Acute Respiratory Tract Infections and AMI: There May Be a Connection
Acute Respiratory Tract Infections and AMI: There May Be a Connection
ABSTRACT & COMMENTARY
Synopsis: In a large case-control analysis, the risk of acute myocardial infarction was 2-3 times higher in patients who had acute respiratory tract infections within two weeks of the event.
Source: Meier CR, et al. Lancet 1998;351:1467-1471.
The role of acute and chronic infections, especially of the respiratory tract, and the pathogenesis of coronary artery disease and arterial sclerosis is gaining increasing attention. It appears that both recurrence and death from acute myocardial infarction (AMI) occurs more often in winter months, when respiratory tract infections are more common. Previous data have suggested that influenza mortality, especially in the elderly, is often the result of increased myocardial infarction.1 Similar results have also suggested increased cardiovascular death following pneumonia. In fact, recent randomized control trials of macrolide antibiotics suggested that myocardial infarction may, in fact, be reduced when these agents are used prophylactically.2,3 Chlamydia pneumoniae infection has been associated with accelerated atherosclerosis.
Now, more data from a large case-control analysis, using the general practice research database of the United Kingdom, suggests a further association. Patients under age 75, without other clinical risk factors for AMI and with a first-time diagnosis over a two-year period were studied. Cases were matched to four controls based on age, sex, and the practice attended. There were 1922 cases and 7649 controls.

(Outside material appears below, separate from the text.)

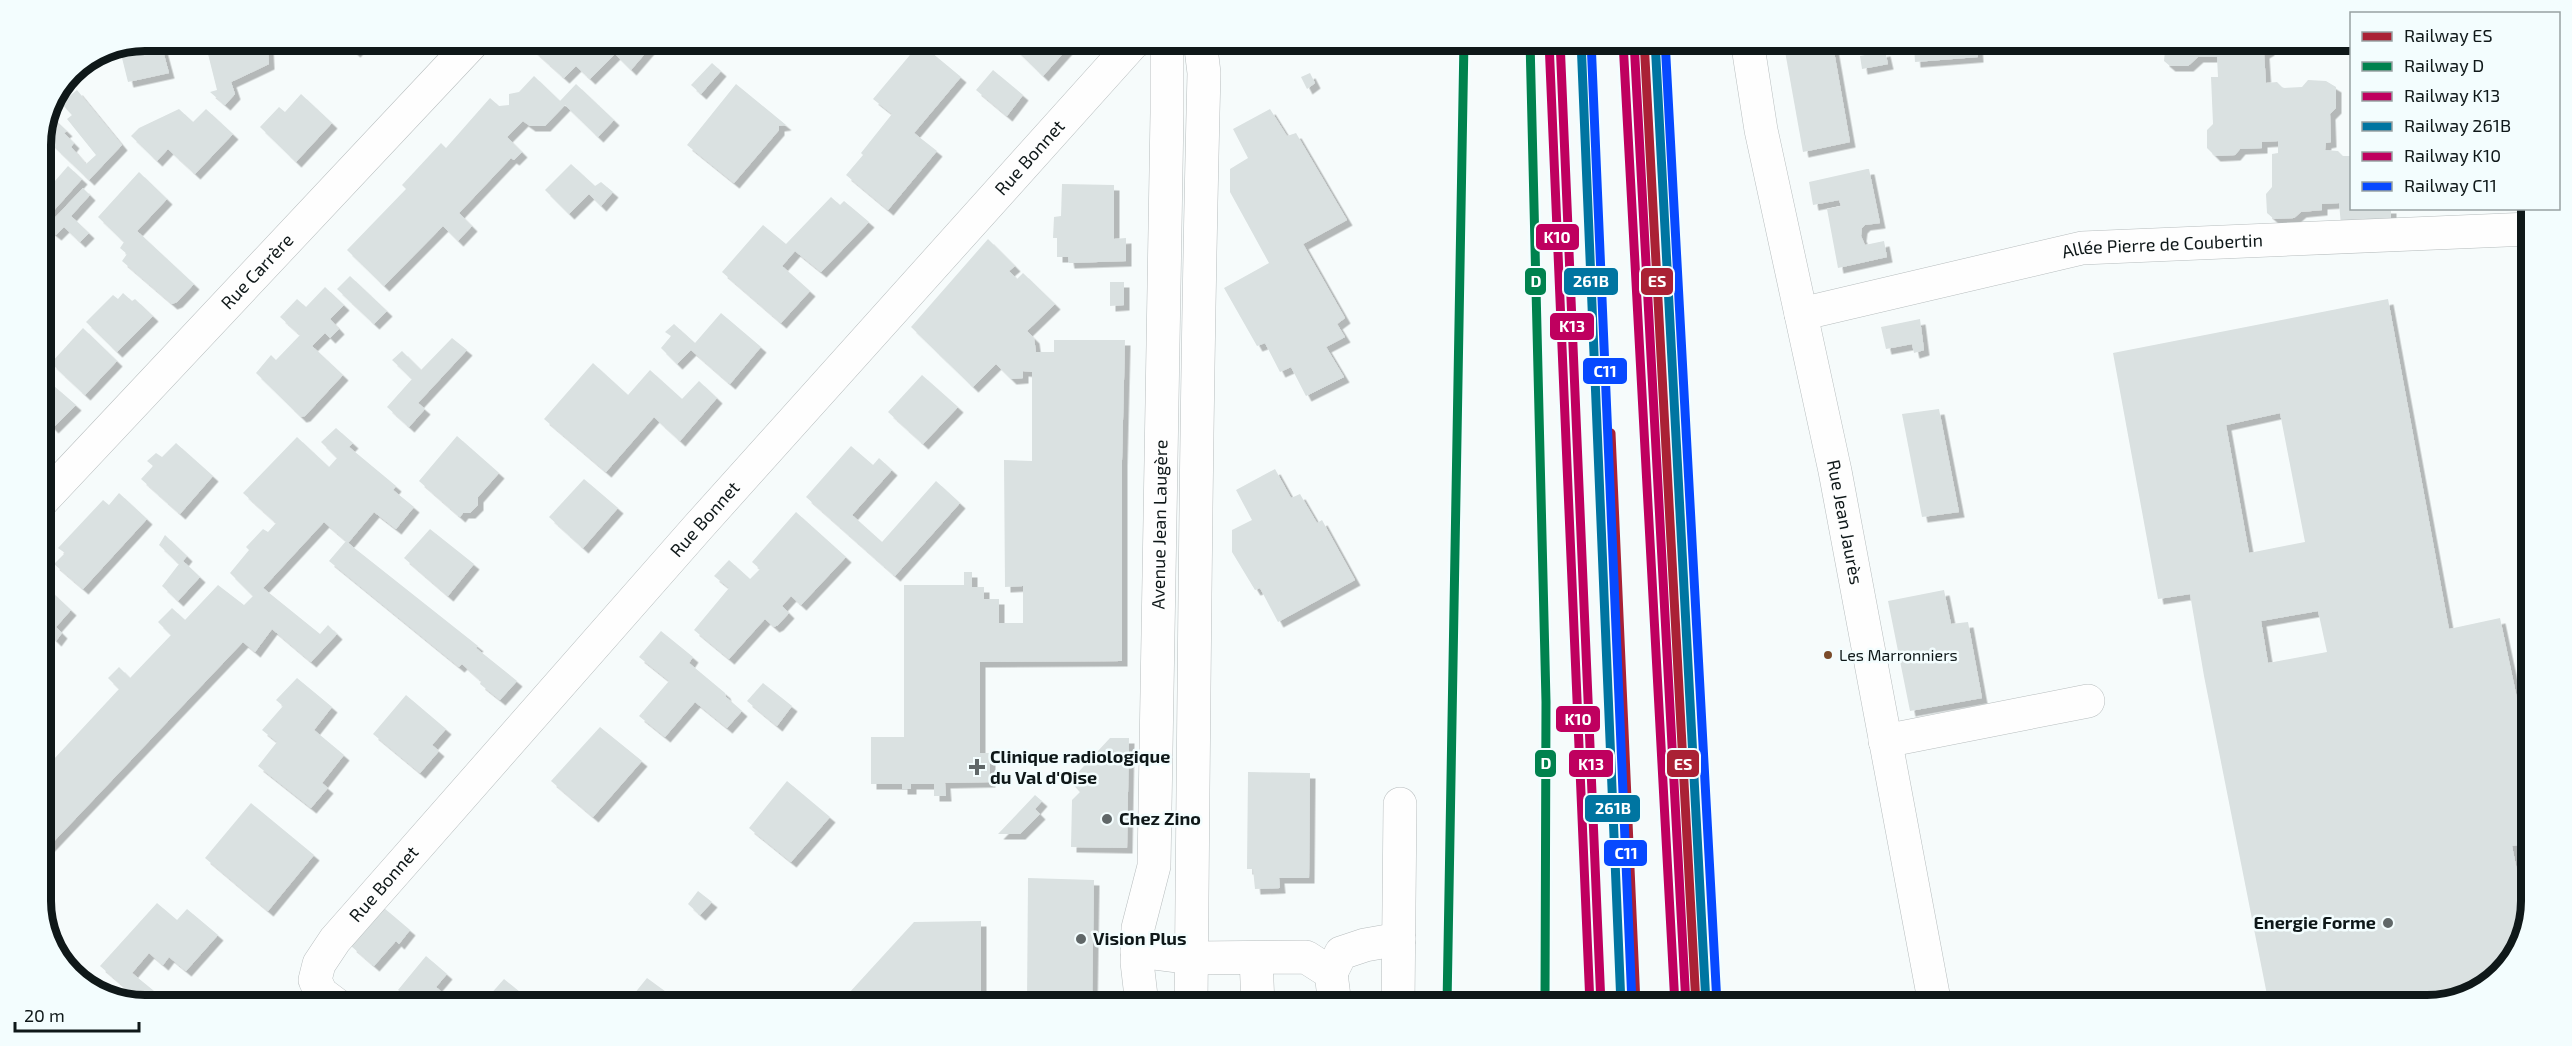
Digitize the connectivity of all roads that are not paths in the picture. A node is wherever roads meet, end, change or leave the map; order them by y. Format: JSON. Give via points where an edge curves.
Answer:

A case-crossover design was used to study the effect of brief and transient exposure on the risk of an acute outcome, such as AMI. Patients identified with AMI were predominately male (approximately 75%) and between ages 60 and 75 (approximately 61%). Diagnosis of first AMI was identified using documented diagnostic criteria including chest pain, electrocardiographic, enzymatic, treatment criteria (fibrinolysis), or angiographic documentation of recent infarction. Compared to 0.9% of controls, 2.8% of cases had an acute respiratory-tract infection that led to a physician visit within the 10 days prior to AMI.
The odds ratio for AMI, in such patients, was 3.0. Beyond 11 days, there was no substantial increased risk for AMI in patients who had a respiratory-tract infection. Current smoking and body-mass index of greater than 30.0 kg/m2 were independent risk factors for AMI. There was no increased risk of myocardial infarction in relation to acute urinary tract infection.
COMMENT BY ALAN M. FEIN, MD
It is clear that pneumonia, especially when severe, increases mortality in relation to its effects on other organs, with significant morbidity and mortality resulting from AMI, increased rates of heart failure, stroke, and diabetic crisis. However, the data presented by Meier et al offer a more subtle association.
In this large study of 9000 patients, an acute respiratory-tract infection was identified as a risk factor for AMI. This risk was three times higher than those who had an acute respiratory tract infection in the 10 days prior to cardiac presentation. After about two weeks, this association waned. While the authors point out that they could not independently validate the diagnosis of respiratory tract infection, these data do add to a growing body of literature supporting this association.
Possible pathophysiologic explanations offered included increased systemic inflammation with increased C-reactive protein leading to leucocytosis and alterations in endothelial function that might create instability in atheromatous plaques, rupture, and clotting. Alterations in coagulation are also possibly related to changes in fibrinogen, circulating cytokines, and endogenous vasodilators like nitric oxide. As pointed out by the authors, this adds increasing importance to prevention of respiratory tract infections through the use of influenza and pneumococcal vaccination in eligible patients (over age 65 or with comorbid medical illnesses). It also raises the specter of secondary prevention through the use of prophylactic antibiotics. Whether this phenomena represents infection, a non-specific "epi-phenomena," or reaction to specific respiratory pathogens that will have to be targeted remains to be determined.
Currently, the association between respiratory tract infection and myocardial infarction and death grows ever closer and offers another potential point of intervention. It is clear that one can never discount the importance of microorganisms in the pathogenesis of seemingly unrelated diseases.
References
1. Tillett HE, et al. Excess deaths attributable to influenza in England and Wales: Age at death and certified cause. Int J Epidemiol 1983;12:344-352.
2. Gurfinkel E, et al. Randomised trial of roxithromycin in non-Q-wave coronary syndromes: ROXIS pilot study. Lancet 1997;350:404-407.
3. Jick H, et al. Validation of information recorded on general practitioner based computerised data resource in the United Kingdom. BMJ 1991;302:766-768.